Your instructions: Retype, word for word, the lines from the first line of the entries through the line that holds "index pip: (328, 239)"; leave out the pictures.

──────────

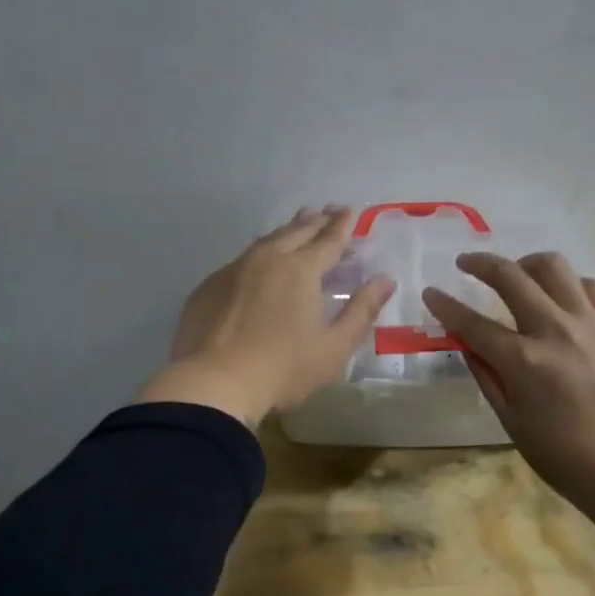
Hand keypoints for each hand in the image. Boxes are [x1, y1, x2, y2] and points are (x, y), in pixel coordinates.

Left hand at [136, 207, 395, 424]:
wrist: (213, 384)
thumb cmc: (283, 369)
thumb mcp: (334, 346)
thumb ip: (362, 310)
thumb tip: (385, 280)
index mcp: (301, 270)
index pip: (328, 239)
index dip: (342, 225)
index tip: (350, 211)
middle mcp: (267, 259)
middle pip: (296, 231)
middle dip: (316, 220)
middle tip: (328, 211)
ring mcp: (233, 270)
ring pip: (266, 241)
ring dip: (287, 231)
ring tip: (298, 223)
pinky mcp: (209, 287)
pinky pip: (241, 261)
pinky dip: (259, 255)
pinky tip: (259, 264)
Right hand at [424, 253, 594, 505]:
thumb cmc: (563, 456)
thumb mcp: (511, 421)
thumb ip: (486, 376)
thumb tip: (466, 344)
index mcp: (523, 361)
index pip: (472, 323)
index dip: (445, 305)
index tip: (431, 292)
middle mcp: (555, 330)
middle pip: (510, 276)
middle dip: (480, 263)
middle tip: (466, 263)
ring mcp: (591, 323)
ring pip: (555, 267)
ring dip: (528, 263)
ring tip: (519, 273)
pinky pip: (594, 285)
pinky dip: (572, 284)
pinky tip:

──────────

Expected output:
Hand keypoints for each hand in the image. Boxes are [x1, y1, x2, y2] and points are (x, y), in pixel coordinates.

Left hand at [136, 207, 395, 424]:
wrist: (213, 384)
thumb cmc: (283, 369)
thumb mcp: (334, 346)
thumb ip: (362, 310)
thumb tip: (385, 280)
index mcp: (301, 270)
index pip: (328, 239)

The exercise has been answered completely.